Exercise aim. Work out the count of lines in the entries below that include "nodes", and write only that count.

BEGIN

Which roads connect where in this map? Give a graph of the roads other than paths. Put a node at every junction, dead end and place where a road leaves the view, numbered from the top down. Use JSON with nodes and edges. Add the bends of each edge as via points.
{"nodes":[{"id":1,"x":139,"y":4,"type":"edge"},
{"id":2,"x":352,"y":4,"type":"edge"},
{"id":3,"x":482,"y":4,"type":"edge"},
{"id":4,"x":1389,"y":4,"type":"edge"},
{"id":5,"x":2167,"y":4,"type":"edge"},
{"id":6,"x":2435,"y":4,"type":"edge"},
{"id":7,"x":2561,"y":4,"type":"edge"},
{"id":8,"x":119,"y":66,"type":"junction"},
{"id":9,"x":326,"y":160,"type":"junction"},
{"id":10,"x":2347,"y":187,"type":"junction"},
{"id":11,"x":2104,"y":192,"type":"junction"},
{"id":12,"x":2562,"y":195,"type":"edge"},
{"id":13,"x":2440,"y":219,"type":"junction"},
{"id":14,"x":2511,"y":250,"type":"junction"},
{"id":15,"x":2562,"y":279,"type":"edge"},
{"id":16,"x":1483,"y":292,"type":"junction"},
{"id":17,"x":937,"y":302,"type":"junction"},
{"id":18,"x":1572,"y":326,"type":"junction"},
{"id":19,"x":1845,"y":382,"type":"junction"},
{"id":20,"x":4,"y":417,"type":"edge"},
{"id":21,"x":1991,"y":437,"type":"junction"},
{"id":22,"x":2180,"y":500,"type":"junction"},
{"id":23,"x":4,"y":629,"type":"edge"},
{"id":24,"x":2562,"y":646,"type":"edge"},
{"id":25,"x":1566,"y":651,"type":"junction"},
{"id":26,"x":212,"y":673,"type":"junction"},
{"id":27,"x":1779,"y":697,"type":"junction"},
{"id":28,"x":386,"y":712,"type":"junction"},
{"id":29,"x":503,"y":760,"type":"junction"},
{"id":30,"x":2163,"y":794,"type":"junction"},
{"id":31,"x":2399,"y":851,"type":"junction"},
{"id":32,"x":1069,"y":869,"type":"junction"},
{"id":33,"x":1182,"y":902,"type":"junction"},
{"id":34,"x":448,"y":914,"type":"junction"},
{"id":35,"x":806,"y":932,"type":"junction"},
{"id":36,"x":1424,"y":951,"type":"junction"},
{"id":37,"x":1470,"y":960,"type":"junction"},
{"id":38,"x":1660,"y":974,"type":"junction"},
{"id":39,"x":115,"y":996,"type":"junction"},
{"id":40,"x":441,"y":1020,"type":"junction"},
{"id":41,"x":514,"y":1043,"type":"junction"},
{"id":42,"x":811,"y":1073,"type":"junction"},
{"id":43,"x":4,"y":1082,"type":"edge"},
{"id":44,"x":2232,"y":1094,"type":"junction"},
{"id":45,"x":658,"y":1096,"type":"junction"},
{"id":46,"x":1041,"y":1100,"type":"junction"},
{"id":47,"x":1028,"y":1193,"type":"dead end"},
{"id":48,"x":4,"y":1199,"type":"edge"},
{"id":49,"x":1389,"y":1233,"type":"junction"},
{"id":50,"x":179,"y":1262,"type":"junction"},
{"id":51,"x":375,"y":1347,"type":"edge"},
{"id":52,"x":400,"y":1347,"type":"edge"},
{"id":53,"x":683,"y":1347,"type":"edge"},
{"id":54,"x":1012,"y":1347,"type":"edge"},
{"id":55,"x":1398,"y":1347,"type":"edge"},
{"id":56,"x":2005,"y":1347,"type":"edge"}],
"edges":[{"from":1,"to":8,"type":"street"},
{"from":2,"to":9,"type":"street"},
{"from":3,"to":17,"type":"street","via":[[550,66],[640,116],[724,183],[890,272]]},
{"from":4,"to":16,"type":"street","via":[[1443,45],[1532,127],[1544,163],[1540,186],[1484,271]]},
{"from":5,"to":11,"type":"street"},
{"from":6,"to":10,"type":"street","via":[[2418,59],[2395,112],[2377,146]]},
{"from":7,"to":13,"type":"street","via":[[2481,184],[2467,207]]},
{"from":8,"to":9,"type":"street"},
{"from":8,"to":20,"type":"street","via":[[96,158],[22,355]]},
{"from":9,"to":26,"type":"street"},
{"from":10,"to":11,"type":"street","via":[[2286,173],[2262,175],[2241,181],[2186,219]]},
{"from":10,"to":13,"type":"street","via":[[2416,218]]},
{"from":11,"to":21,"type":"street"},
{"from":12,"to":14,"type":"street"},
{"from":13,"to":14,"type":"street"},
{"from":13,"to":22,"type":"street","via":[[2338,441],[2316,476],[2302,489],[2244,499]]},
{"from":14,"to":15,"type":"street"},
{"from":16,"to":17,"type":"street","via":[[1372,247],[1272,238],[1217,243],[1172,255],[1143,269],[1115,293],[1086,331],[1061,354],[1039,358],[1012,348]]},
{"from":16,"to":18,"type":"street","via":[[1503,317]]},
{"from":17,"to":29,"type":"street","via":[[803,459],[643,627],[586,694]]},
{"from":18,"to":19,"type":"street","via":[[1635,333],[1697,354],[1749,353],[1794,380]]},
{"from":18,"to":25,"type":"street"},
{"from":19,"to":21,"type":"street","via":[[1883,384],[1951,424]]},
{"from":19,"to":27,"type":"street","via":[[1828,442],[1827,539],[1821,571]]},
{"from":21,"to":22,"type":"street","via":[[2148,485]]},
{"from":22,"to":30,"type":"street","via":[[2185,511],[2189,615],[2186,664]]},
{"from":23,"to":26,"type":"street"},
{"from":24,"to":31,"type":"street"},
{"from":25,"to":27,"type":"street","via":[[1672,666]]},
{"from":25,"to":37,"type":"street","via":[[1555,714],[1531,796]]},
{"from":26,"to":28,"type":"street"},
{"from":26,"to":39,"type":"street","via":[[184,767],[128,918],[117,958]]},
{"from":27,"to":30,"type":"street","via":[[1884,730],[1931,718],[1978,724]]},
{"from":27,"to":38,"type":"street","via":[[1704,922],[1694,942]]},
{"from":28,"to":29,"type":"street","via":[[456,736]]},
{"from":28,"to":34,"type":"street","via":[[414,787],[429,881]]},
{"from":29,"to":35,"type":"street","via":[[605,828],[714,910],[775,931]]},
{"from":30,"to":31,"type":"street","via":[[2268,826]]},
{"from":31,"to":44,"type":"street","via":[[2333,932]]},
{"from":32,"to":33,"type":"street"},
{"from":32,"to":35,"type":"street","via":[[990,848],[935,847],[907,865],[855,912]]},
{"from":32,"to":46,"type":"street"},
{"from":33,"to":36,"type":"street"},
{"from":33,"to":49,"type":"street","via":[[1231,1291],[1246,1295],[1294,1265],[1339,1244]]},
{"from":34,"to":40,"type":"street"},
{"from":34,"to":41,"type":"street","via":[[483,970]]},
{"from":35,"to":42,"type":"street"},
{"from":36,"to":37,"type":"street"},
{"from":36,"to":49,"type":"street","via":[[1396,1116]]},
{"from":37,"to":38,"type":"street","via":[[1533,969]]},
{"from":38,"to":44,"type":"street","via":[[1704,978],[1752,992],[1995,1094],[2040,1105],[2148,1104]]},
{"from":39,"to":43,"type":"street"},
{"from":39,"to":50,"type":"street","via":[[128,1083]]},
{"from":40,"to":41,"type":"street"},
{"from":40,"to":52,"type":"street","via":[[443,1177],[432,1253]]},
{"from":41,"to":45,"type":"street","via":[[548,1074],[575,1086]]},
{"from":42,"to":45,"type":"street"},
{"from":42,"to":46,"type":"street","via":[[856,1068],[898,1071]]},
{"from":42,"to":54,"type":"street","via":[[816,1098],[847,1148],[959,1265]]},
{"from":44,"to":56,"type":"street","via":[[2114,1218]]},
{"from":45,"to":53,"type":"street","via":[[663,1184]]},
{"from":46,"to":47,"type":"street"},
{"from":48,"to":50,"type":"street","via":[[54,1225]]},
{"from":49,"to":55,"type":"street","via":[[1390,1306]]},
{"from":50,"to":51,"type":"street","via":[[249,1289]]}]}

END

The completed task. 2